---------- Extracted information
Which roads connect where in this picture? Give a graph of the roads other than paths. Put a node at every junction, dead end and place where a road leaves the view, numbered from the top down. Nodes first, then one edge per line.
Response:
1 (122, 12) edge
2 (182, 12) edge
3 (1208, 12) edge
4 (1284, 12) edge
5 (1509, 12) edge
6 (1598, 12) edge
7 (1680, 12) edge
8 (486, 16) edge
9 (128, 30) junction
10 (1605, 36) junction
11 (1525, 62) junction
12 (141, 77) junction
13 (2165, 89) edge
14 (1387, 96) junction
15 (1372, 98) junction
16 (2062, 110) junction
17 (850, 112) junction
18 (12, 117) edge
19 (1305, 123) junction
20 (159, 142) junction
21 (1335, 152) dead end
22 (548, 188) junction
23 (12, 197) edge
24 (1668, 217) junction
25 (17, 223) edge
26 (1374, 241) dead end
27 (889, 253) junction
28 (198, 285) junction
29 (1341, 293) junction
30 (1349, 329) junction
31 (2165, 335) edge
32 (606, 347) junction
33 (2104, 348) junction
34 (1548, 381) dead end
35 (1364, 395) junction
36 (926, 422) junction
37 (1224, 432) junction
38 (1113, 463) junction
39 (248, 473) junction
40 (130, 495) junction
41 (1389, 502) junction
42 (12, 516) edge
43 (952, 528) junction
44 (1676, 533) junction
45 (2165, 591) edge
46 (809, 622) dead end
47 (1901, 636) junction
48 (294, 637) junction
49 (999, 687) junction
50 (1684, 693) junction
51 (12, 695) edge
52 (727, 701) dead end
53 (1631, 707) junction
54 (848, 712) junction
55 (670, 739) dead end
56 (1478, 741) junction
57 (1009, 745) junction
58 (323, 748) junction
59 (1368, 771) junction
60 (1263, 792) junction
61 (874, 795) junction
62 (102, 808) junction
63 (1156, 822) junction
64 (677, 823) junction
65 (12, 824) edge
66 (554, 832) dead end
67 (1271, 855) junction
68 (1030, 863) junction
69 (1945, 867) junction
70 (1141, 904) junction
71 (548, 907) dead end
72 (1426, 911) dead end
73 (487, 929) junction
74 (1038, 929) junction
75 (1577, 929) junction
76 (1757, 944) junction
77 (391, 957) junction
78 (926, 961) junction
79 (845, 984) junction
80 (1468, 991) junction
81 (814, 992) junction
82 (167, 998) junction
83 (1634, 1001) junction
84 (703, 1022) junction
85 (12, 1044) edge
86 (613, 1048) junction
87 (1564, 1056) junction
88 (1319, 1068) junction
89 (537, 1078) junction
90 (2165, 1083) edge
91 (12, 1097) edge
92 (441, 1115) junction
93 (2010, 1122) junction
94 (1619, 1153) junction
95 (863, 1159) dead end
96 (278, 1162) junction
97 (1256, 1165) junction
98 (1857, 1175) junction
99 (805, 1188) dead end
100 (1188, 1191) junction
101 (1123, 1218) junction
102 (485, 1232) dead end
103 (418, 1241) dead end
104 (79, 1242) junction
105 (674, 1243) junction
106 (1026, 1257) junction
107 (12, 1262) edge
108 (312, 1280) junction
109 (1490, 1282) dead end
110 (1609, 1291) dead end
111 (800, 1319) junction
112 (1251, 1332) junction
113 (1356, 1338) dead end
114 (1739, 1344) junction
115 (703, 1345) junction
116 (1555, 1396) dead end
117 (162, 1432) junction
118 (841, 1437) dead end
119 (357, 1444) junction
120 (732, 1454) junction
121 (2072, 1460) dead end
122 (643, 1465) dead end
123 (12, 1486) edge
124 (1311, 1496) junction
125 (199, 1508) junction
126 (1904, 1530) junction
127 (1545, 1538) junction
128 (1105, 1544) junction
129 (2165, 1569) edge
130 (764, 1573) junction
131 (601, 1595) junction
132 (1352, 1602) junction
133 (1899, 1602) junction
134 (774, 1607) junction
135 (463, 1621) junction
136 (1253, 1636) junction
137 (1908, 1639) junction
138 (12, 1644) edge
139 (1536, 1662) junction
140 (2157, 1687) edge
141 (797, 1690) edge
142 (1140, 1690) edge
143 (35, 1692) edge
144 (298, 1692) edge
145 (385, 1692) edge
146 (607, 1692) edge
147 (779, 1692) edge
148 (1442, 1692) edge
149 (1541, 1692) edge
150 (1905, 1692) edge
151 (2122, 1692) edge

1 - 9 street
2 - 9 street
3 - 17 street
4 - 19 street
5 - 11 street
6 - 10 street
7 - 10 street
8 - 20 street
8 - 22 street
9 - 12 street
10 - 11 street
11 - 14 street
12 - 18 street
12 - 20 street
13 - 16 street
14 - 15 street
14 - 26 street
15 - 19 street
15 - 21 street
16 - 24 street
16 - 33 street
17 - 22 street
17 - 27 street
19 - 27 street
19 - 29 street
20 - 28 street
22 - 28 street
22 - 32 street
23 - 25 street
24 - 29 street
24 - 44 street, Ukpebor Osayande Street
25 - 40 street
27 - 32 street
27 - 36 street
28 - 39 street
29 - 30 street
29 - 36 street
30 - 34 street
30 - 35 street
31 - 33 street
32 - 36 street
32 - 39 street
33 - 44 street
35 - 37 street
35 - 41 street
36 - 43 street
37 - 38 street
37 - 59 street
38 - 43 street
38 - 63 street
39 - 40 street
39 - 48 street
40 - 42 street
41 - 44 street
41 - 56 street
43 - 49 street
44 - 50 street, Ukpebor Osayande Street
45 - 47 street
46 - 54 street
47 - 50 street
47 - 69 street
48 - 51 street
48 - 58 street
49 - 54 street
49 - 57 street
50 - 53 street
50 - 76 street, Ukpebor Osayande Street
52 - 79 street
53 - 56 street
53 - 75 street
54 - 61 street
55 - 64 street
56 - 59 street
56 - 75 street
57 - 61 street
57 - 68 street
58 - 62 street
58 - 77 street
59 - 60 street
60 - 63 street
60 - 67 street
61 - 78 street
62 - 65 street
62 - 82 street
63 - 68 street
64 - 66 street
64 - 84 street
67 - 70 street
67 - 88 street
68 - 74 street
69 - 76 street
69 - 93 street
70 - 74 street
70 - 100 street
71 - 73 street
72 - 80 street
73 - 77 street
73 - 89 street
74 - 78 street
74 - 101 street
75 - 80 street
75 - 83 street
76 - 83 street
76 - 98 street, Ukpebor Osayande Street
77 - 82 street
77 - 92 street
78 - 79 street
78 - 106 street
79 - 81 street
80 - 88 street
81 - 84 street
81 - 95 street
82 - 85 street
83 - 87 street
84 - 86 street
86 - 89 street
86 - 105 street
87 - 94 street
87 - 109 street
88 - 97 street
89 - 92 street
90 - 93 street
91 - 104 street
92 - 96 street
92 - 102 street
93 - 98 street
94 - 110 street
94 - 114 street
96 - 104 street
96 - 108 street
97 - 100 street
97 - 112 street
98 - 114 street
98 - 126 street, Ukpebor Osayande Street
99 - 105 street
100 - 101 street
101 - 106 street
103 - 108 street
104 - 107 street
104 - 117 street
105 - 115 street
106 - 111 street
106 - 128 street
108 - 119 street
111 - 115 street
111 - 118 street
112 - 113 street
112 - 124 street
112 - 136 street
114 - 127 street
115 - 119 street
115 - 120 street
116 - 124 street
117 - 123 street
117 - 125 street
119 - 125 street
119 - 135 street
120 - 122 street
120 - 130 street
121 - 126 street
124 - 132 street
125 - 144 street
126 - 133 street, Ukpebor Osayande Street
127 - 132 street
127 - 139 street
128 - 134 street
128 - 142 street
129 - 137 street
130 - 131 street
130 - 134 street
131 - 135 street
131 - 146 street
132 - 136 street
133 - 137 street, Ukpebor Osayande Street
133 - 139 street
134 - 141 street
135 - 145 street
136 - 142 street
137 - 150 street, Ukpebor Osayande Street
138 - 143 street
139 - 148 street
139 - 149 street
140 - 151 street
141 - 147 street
--------------------
> Instructions to follow:
The lines above that hold the word "Osayande" should be found and copied out.

> Completed task:
24 - 44 street, Ukpebor Osayande Street
44 - 50 street, Ukpebor Osayande Street
50 - 76 street, Ukpebor Osayande Street
76 - 98 street, Ukpebor Osayande Street
98 - 126 street, Ukpebor Osayande Street
126 - 133 street, Ukpebor Osayande Street
133 - 137 street, Ukpebor Osayande Street
137 - 150 street, Ukpebor Osayande Street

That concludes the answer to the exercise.